Vor diesem Hintergrund lässt sich auch verstehen, warum sich in Ostasien manche Stile so lange gehalten haben und warum manche Maler ihr Lebenswerk weitgehend einem einzigen Motiv gewidmet haben. Was seltsam erscheint, wenn man Kunst als Zutagefördern einer inneren Welt versteht, das ergibt seinen Sinn, wenn es stattdessen darum geht, Gelassenheit zu finden, indem man ganz in einer Sache aufgeht.

Ich bin mir nicht sicher, welche von diesen beiden Auffassungen mich persönlich stärker anspricht. Ich denke, beide haben Einfluss auf mich, meine Arbeit und meine Vorstellungen von meiner Arbeit.

Montag, 4. August 2008

Improvisation mit Kreisen




















Dieses Bild ist durch die mehrfache Überlagerung eines Motivs mittels Frottagetechnik entstanden. Anschließend wurde das Original abfotografiert und digital bearbeitet.

Kreative Ernährung

Seit mehr als 15 Jahren bin ich Vegetarier. Immer wieder kommt es vor, dass ich gefragt werde, ob es mir nicht schwer fällt, auf Fleisch zu verzichten. Aber für mich ist es überhaupt kein Verzicht, kein Fleisch zu essen.

Das Geheimnis liegt darin, dass ich seit dem Beginn meiner jetzigen Ernährungsweise mit viel Spaß herumexperimentiert habe, um eine möglichst abwechselungsreiche, sinnliche und gleichzeitig gesunde Essweise zu entwickeln. Meine Idee war von Anfang an, meine Umstellung auf vegetarische Kost mit höherem Genuss zu verbinden.

So ist nach und nach meine ganz persönliche Küche entstanden. Gleichzeitig war das ein starker Anreiz für meine Kreativität. Wenn ich mit Begeisterung an eine Sache herangehe und meinen Eingebungen folge, dann ist das Ergebnis meistens sehr befriedigend.

Neben der Kreativität ist Aufmerksamkeit wichtig. Beim Kochen bedeutet das, den eigenen Geschmacks- und Geruchsinn zu verfeinern, zu lernen auch kleine Details herauszuschmecken.

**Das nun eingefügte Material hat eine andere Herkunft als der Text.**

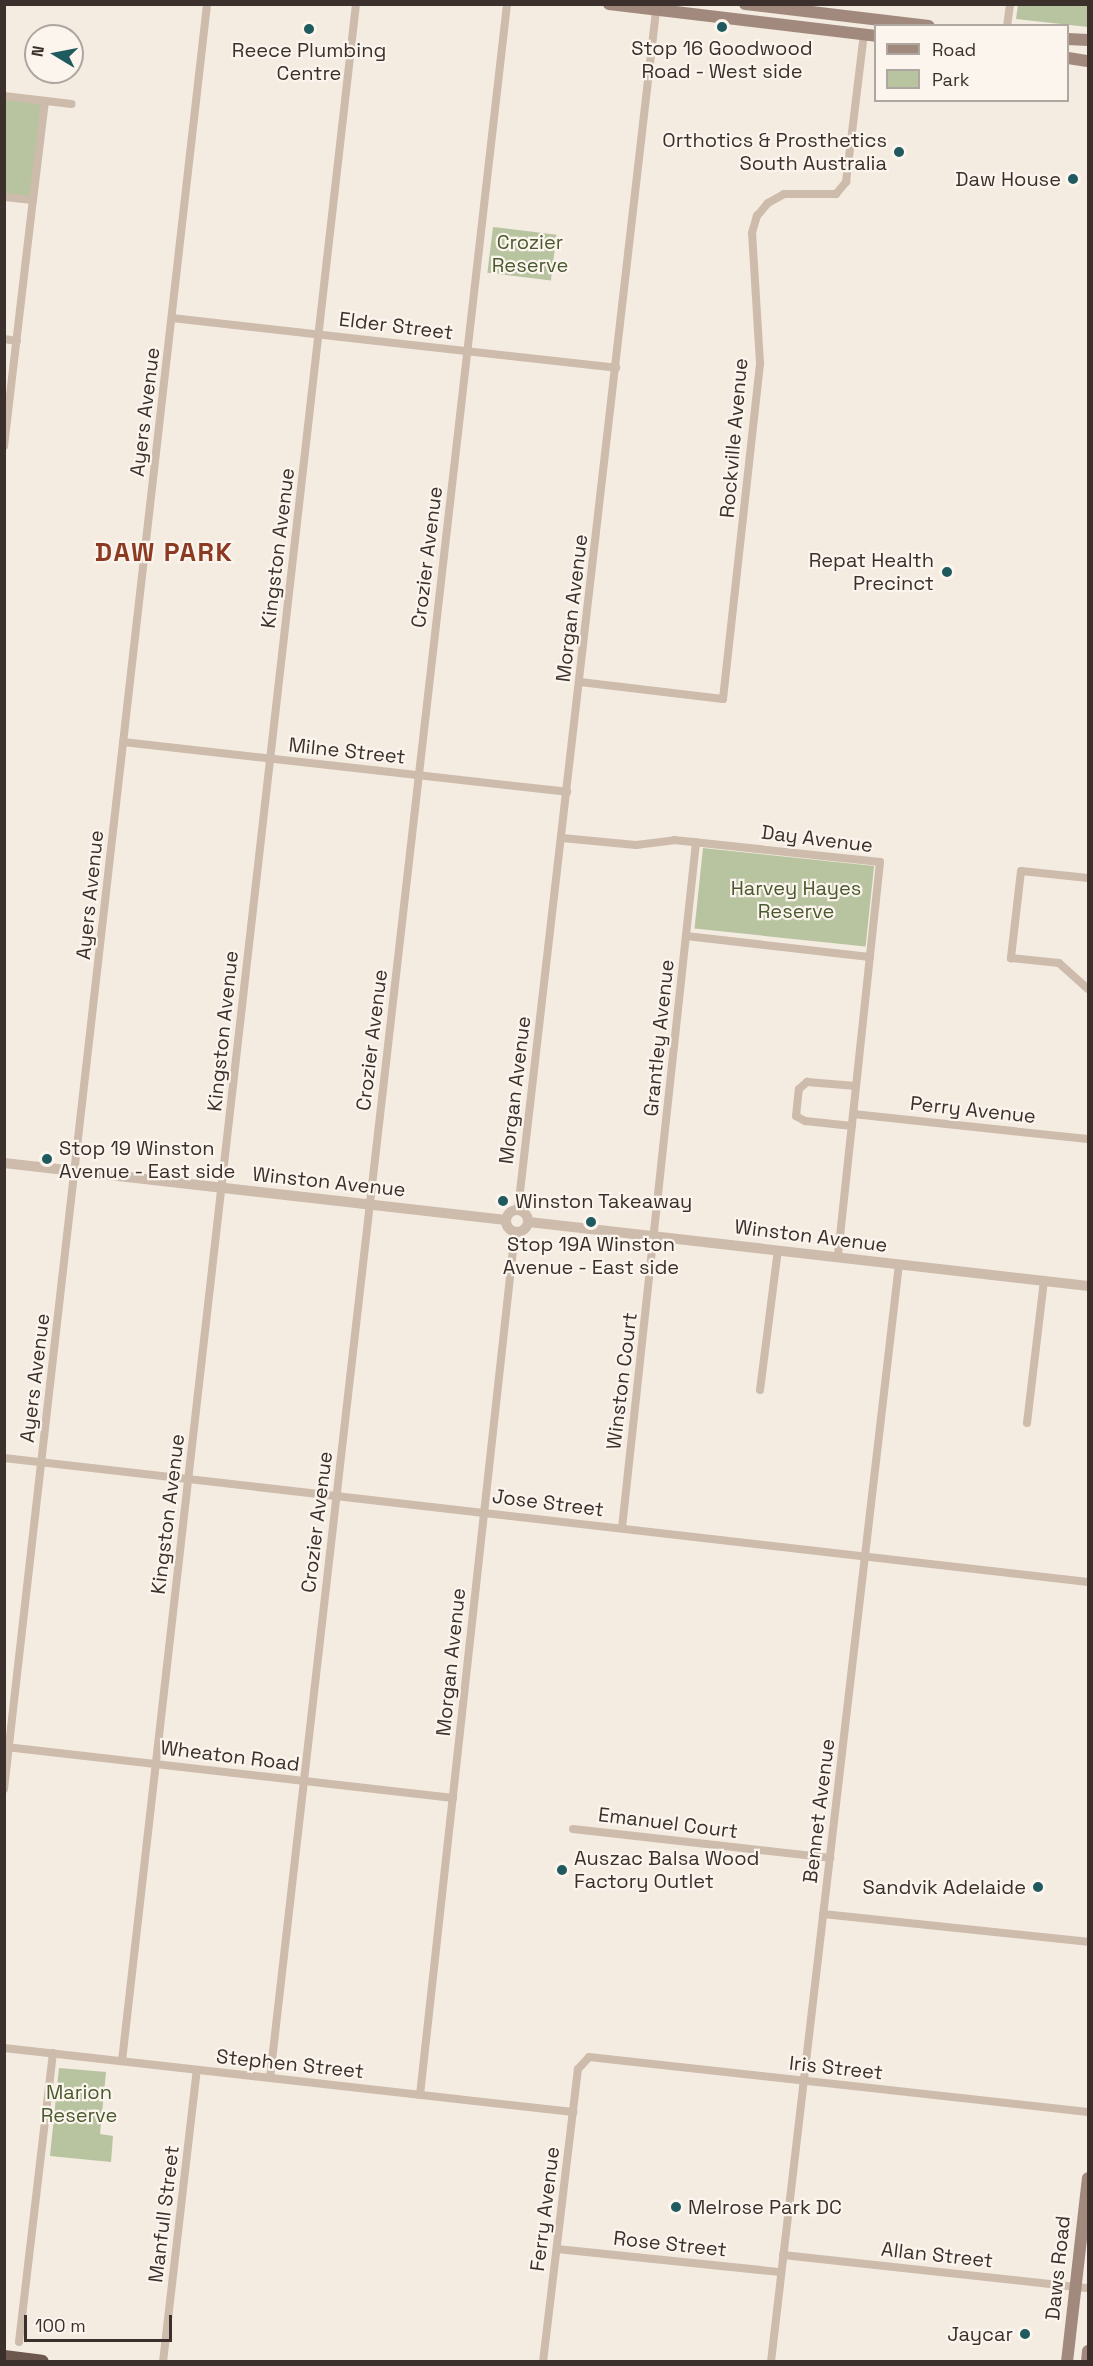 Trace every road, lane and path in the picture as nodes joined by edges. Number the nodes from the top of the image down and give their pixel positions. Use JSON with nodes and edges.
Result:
{"nodes":[{"id":1,"x":207,"y":4,"type":"edge"},
{"id":2,"x":356,"y":4,"type":"edge"},
{"id":3,"x":507,"y":4,"type":"edge"},
{"id":4,"x":609,"y":4,"type":"edge"},
{"id":5,"x":745,"y":4,"type":"edge"},
{"id":6,"x":1010,"y":4,"type":"edge"},
{"id":7,"x":658,"y":6,"type":"edge"},
{"id":8,"x":778,"y":6,"type":"edge"},
{"id":9,"x":852,"y":16,"type":"junction"},
{"id":10,"x":878,"y":24,"type":"edge"},
{"id":11,"x":1007,"y":24,"type":"edge"},
{"id":12,"x":870,"y":35,"type":"edge"},
{"id":13,"x":1069,"y":39,"type":"edge"},
{"id":14,"x":1089,"y":40,"type":"edge"},
{"id":15,"x":1069,"y":58,"type":"edge"},
{"id":16,"x":1089,"y":61,"type":"edge"},
{"id":17,"x":4,"y":96,"type":"edge"},
{"id":18,"x":45,"y":101,"type":"junction"},
{"id":19,"x":72,"y":104,"type":"dead end"},
{"id":20,"x":4,"y":197,"type":"edge"},
{"id":21,"x":33,"y":200,"type":"junction"},
{"id":22,"x":172,"y":318,"type":"junction"},
{"id":23,"x":318,"y":334,"type":"junction"},
{"id":24,"x":4,"y":339,"type":"edge"},
{"id":25,"x":17,"y":340,"type":"junction"},
{"id":26,"x":467,"y":351,"type":"junction"},
{"id":27,"x":616,"y":368,"type":"junction"},
{"id":28,"x":4,"y":447,"type":"edge"},
{"id":29,"x":580,"y":682,"type":"junction"},
{"id":30,"x":123,"y":742,"type":"junction"},
{"id":31,"x":270,"y":759,"type":"junction"},
{"id":32,"x":419,"y":775,"type":"junction"},
{"id":33,"x":567,"y":792,"type":"junction"},
{"id":34,"x":562,"y":838,"type":"junction"},
{"id":35,"x":696,"y":842,"type":"junction"},
{"id":36,"x":1089,"y":878,"type":"edge"},
{"id":37,"x":686,"y":936,"type":"junction"},
{"id":38,"x":870,"y":957,"type":"junction"},
{"id":39,"x":1089,"y":989,"type":"edge"},
{"id":40,"x":856,"y":1086,"type":"junction"},
{"id":41,"x":854,"y":1114,"type":"junction"},
{"id":42,"x":852,"y":1126,"type":"junction"},
{"id":43,"x":1089,"y":1139,"type":"edge"},
{"id":44,"x":4,"y":1162,"type":"edge"},
{"id":45,"x":76,"y":1171,"type":"junction"},
{"id":46,"x":221,"y":1187,"type":"junction"},
{"id":47,"x":370,"y":1204,"type":"junction"},
{"id":48,"x":518,"y":1209,"type":"junction"},
{"id":49,"x":506,"y":1220,"type":"junction"},
{"id":50,"x":529,"y":1222,"type":"junction"},
{"id":51,"x":515,"y":1232,"type":"junction"},
{"id":52,"x":656,"y":1237,"type":"junction"},
{"id":53,"x":778,"y":1251,"type":"junction"},
{"id":54,"x":838,"y":1257,"type":"junction"},
{"id":55,"x":899,"y":1264,"type":"junction"},
{"id":56,"x":1044,"y":1281,"type":"junction"},
{"id":57,"x":1089,"y":1286,"type":"edge"},
{"id":58,"x":760,"y":1390,"type":"dead end"},
{"id":59,"x":1027,"y":1423,"type":"dead end"},
{"id":60,"x":4,"y":1458,"type":"edge"},
{"id":61,"x":42,"y":1462,"type":"junction"},
{"id":62,"x":188,"y":1479,"type":"junction"},
{"id":63,"x":337,"y":1496,"type":"junction"},
{"id":64,"x":484,"y":1512,"type":"junction"},
{"id":65,"x":622,"y":1528,"type":"junction"},
{"id":66,"x":865,"y":1556,"type":"junction"},
{"id":67,"x":1089,"y":1582,"type":"edge"},
{"id":68,"x":7,"y":1747,"type":"edge"},
{"id":69,"x":156,"y":1764,"type":"junction"},
{"id":70,"x":304,"y":1781,"type":"junction"},
{"id":71,"x":4,"y":1790,"type":"edge"},
{"id":72,"x":453,"y":1798,"type":"junction"},
{"id":73,"x":573,"y":1829,"type":"dead end"},
{"id":74,"x":830,"y":1858,"type":"junction"},
{"id":75,"x":823,"y":1914,"type":"junction"},
{"id":76,"x":1089,"y":1942,"type":"edge"},
{"id":77,"x":4,"y":2048,"type":"edge"},
{"id":78,"x":53,"y":2054,"type":"junction"},
{"id":79,"x":581,"y":2060,"type":"joint"},
{"id":80,"x":122,"y":2061,"type":"junction"},
{"id":81,"x":197,"y":2070,"type":"junction"},
{"id":82,"x":270,"y":2078,"type":"junction"},
{"id":83,"x":803,"y":2081,"type":"junction"},
{"id":84,"x":420,"y":2095,"type":"junction"},
{"id":85,"x":573,"y":2112,"type":"junction"},
{"id":86,"x":1089,"y":2112,"type":"edge"},
{"id":87,"x":1089,"y":2178,"type":"edge"},
{"id":88,"x":556,"y":2249,"type":"junction"},
{"id":89,"x":783,"y":2255,"type":"junction"},
{"id":90,"x":781,"y":2272,"type":"junction"},
{"id":91,"x":1082,"y":2287,"type":"edge"},
{"id":92,"x":20,"y":2342,"type":"dead end"},
{"id":93,"x":1089,"y":2351,"type":"edge"},
{"id":94,"x":13,"y":2359,"type":"edge"},
{"id":95,"x":42,"y":2361,"type":"edge"},
{"id":96,"x":163,"y":2361,"type":"edge"},
{"id":97,"x":543,"y":2361,"type":"edge"},
{"id":98,"x":771,"y":2361,"type":"edge"},
{"id":99,"x":1067,"y":2361,"type":"edge"},
{"id":100,"x":1087,"y":2361,"type":"edge"}],
"edges":[{"from":1,"to":22,"type":"street","name":"Ayers Avenue"},
{"from":2,"to":23,"type":"street","name":"Kingston Avenue"},
{"from":3,"to":26,"type":"street","name":"Crozier Avenue"},
{"from":4,"to":7,"type":"main road"},
{"from":5,"to":8,"type":"main road"},
{"from":6,"to":11,"type":"street"},
{"from":7,"to":12,"type":"main road"},
{"from":7,"to":27,"type":"street","name":"Morgan Avenue"},
{"from":8,"to":9,"type":"main road"},
{"from":9,"to":10,"type":"main road"},
{"from":9,"to":12,"type":"main road"},
{"from":12,"to":29,"type":"street","name":"Rockville Avenue"},
{"from":13,"to":14,"type":"main road"},
{"from":15,"to":16,"type":"main road"},
{"from":17,"to":18,"type":"street"},
{"from":18,"to":19,"type":"street"},
{"from":18,"to":21,"type":"street"},
{"from":20,"to":21,"type":"street"},
{"from":21,"to":25,"type":"street"},
{"from":22,"to":23,"type":"street","name":"Elder Street"},
{"from":22,"to":30,"type":"street","name":"Ayers Avenue"},
{"from":23,"to":26,"type":"street","name":"Elder Street"},
{"from":23,"to":31,"type":"street","name":"Kingston Avenue"},
{"from":24,"to":25,"type":"street"},
{"from":25,"to":28,"type":"street"},
{"from":26,"to":27,"type":"street","name":"Elder Street"},
{"from":26,"to":32,"type":"street","name":"Crozier Avenue"},
{"from":27,"to":29,"type":"street","name":"Morgan Avenue"},
{"from":29,"to":33,"type":"street","name":"Morgan Avenue"},
{"from":30,"to":31,"type":"street","name":"Milne Street"},
{"from":30,"to":45,"type":"street","name":"Ayers Avenue"},
{"from":31,"to":32,"type":"street","name":"Milne Street"},
{"from":31,"to":46,"type":"street","name":"Kingston Avenue"},
{"from":32,"to":33,"type":"street","name":"Milne Street"},
{"from":32,"to":47,"type":"street","name":"Crozier Avenue"},
{"from":33,"to":34,"type":"street","name":"Morgan Avenue"},
{"from":34,"to":35,"type":"street","name":"Day Avenue"},
{"from":34,"to":48,"type":"street","name":"Morgan Avenue"},
{"from":35,"to":37,"type":"street","name":"Grantley Avenue"},
{"from":35,"to":38,"type":"street","name":"Day Avenue"},
{"from":36,"to":39,"type":"street"},
{"from":37,"to":38,"type":"street"},
{"from":37,"to":52,"type":"street","name":"Grantley Avenue"},
{"from":38,"to":40,"type":"street","name":"Day Avenue"},
{"from":40,"to":41,"type":"street","name":"Day Avenue"},
{"from":40,"to":42,"type":"street"},
{"from":41,"to":42,"type":"street","name":"Day Avenue"},
{"from":41,"to":43,"type":"street","name":"Perry Avenue"},
{"from":42,"to":54,"type":"street","name":"Day Avenue"},
{"from":44,"to":45,"type":"street","name":"Winston Avenue"},
{"from":45,"to":46,"type":"street","name":"Winston Avenue"},
{"from":45,"to":61,"type":"street","name":"Ayers Avenue"},
{"from":46,"to":47,"type":"street","name":"Winston Avenue"},
{"from":46,"to":62,"type":"street","name":"Kingston Avenue"},
{"from":47,"to":49,"type":"street","name":"Winston Avenue"},
{"from":47,"to":63,"type":"street","name":"Crozier Avenue"},
{"from":48,"to":49,"type":"street"},
{"from":48,"to":50,"type":"street"},
{"from":49,"to":51,"type":"street"},
{"from":50,"to":51,"type":"street"},
{"from":50,"to":52,"type":"street","name":"Winston Avenue"},
{"from":51,"to":64,"type":"street","name":"Morgan Avenue"},
{"from":52,"to":53,"type":"street","name":"Winston Avenue"},
{"from":52,"to":65,"type":"street","name":"Winston Court"},
{"from":53,"to":54,"type":"street","name":"Winston Avenue"},
{"from":53,"to":58,"type":"street"},
{"from":54,"to":55,"type":"street","name":"Winston Avenue"},
{"from":55,"to":56,"type":"street","name":"Winston Avenue"},
{"from":55,"to":66,"type":"street","name":"Bennet Avenue"},
{"from":56,"to":57,"type":"street","name":"Winston Avenue"},
{"from":56,"to":59,"type":"street"},
{"from":60,"to":61,"type":"street","name":"Jose Street"},
{"from":61,"to":62,"type":"street","name":"Jose Street"},
{"from":61,"to":68,"type":"street","name":"Ayers Avenue"},
{"from":62,"to":63,"type":"street","name":"Jose Street"},
{"from":62,"to":69,"type":"street","name":"Kingston Avenue"},
{"from":63,"to":64,"type":"street","name":"Jose Street"},
{"from":63,"to":70,"type":"street","name":"Crozier Avenue"},
{"from":64,"to":65,"type":"street","name":"Jose Street"},
{"from":64,"to":72,"type":"street","name":"Morgan Avenue"},
{"from":65,"to":66,"type":"street","name":"Jose Street"},
{"from":66,"to":67,"type":"street","name":"Jose Street"},
{"from":66,"to":74,"type":"street","name":"Bennet Avenue"},
{"from":68,"to":69,"type":"street","name":"Wheaton Road"},
{"from":68,"to":71,"type":"street","name":"Ayers Avenue"},
{"from":69,"to":70,"type":"street","name":"Wheaton Road"},
{"from":69,"to":80,"type":"street","name":"Kingston Avenue"},
{"from":70,"to":72,"type":"street","name":"Wheaton Road"},
{"from":70,"to":82,"type":"street","name":"Crozier Avenue"},
{"from":72,"to":84,"type":"street","name":"Morgan Avenue"},
{"from":73,"to":74,"type":"street","name":"Emanuel Court"},
{"from":74,"to":75,"type":"street","name":"Bennet Avenue"},
{"from":75,"to":76,"type":"street"},
{"from":75,"to":83,"type":"street","name":"Bennet Avenue"},
{"from":77,"to":78,"type":"street","name":"Stephen Street"},
{"from":78,"to":80,"type":"street","name":"Stephen Street"},
{"from":78,"to":92,"type":"street"},
{"from":79,"to":83,"type":"street","name":"Iris Street"},
{"from":79,"to":85,"type":"street","name":"Ferry Avenue"},
{"from":80,"to":81,"type":"street","name":"Stephen Street"},
{"from":81,"to":82,"type":"street","name":"Stephen Street"},
{"from":81,"to":96,"type":"street","name":"Manfull Street"},
{"from":82,"to":84,"type":"street","name":"Stephen Street"},
{"from":83,"to":86,"type":"street","name":"Iris Street"},
{"from":83,"to":89,"type":"street","name":"Bennet Avenue"},
{"from":84,"to":85,"type":"street","name":"Stephen Street"},
{"from":85,"to":88,"type":"street","name":"Ferry Avenue"},
{"from":87,"to":91,"type":"main road","name":"Daws Road"},
{"from":88,"to":90,"type":"street","name":"Rose Street"},
{"from":88,"to":97,"type":"street","name":"Ferry Avenue"},
{"from":89,"to":90,"type":"street","name":"Bennet Avenue"},
{"from":89,"to":91,"type":"street","name":"Allan Street"},
{"from":90,"to":98,"type":"street","name":"Bennet Avenue"},
{"from":91,"to":99,"type":"main road","name":"Daws Road"},
{"from":93,"to":100,"type":"main road"},
{"from":94,"to":95,"type":"highway"}]}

Aufmerksamkeit und Kreativität, das ist es, was man braucht um einen eigenen Stil zu finden - egal ob beim Kochen oder beim Malen. Meinen Malstil kann man auf meiner Website sehen. Und mein Kochstil? Ich arbeite sehr viel mit Nüssen, Nussmußen, Sesamsamen, Sonnenblumen- und Kürbiskernen (geröstet besonders zu empfehlen), dazu viele frische Kräuter, das Gemüse am liebsten Bio, weil der Geschmack voller ist.

Im kreativen Prozess bedeutet Verzicht nicht Verlust: Abstrakte Maleri entfaltet ihre Kraft ohne Bezug zu erkennbaren Gegenständen, die wunderschönen arabischen Ornamente wären vielleicht nicht entstanden ohne das islamlische Verbot der bildlichen Darstellung, der besondere Charakter einer Tonleiter ergibt sich gerade daraus, dass manche Halbtonschritte ausgeschlossen sind, Gedichte werden oft erst durch die engen Schranken der Form (Versmaß und Reim) schön - und eine sinnlich aufregende Küche kommt problemlos ohne Fleisch aus.

Es gibt natürlich auch viele Vernunftgründe, die für eine vegetarische Ernährung sprechen, z.B. dass man dabei viel weniger Ressourcen verbraucht. Aber wenn man aus Vernunft auf Dinge verzichtet, die man eigentlich gerne tun würde, dann kann es sein, dass man verbittert. Seine Sinne aber zu dem zu verführen, was man für besser hält, das steigert die Lust am Leben.

Samstag, 2. August 2008

Komposition aus Fliesen - Thema und Variationen




















Komposition aus 7 x 12 Fliesen. Das Grundmotiv ist bei allen verwendeten Fliesen das gleiche, nur die Farbgebung variiert.

Aufmerksamkeit

Kunst machen, das setzt Aufmerksamkeit voraus. Aufmerksamkeit für Möglichkeiten, die einem offen stehen. Aufmerksamkeit für ein Motiv, ein Material, ein Werkzeug.

Natürlich bin ich nicht immer gleich aufmerksam. Wenn ich durch eine Straße gehe, durch die ich schon hunderte Male gegangen bin, nehme ich vieles vielleicht gar nicht mehr wahr. Wenn ich in einer fremden Stadt in einem fremden Land bin, beobachte ich viel intensiver. Ich erinnere mich noch gut, wie viele Details mir in meiner ersten Zeit in Peking immer aufgefallen sind, wenn ich mich herumtreiben ließ. Diesen besonderen Blick zu bewahren, ihn in den Alltag hinüber zu retten, das hält die Kreativität im Fluss.

Jetzt, nach fünf Jahren Peking, bin ich wieder zurück in Deutschland. Aber ich versuche Deutschland neu zu entdecken, mich nicht von der Vertrautheit einlullen zu lassen. Eine große Hilfe dabei ist ein Freund aus China, auch ein Künstler, der uns zur Zeit in Hamburg besucht. Wir schlendern zusammen durch die Stadt, er macht viele Fotos: Menschen auf der Straße, Alltagsszenen, Ornamente an den Häuserwänden, Graffiti, Strukturen von Mauerwerk, von Rost gezeichnete Schiffe ... Ich sehe Hamburg wieder neu, mit den Augen eines Fremden.

Ein Fremder zu sein, das kann eine große Bereicherung für die Sinne sein. Vielleicht ist es sogar das Geheimnis der Kunst, seiner Umgebung gegenüber eine gewisse Fremdheit zu bewahren.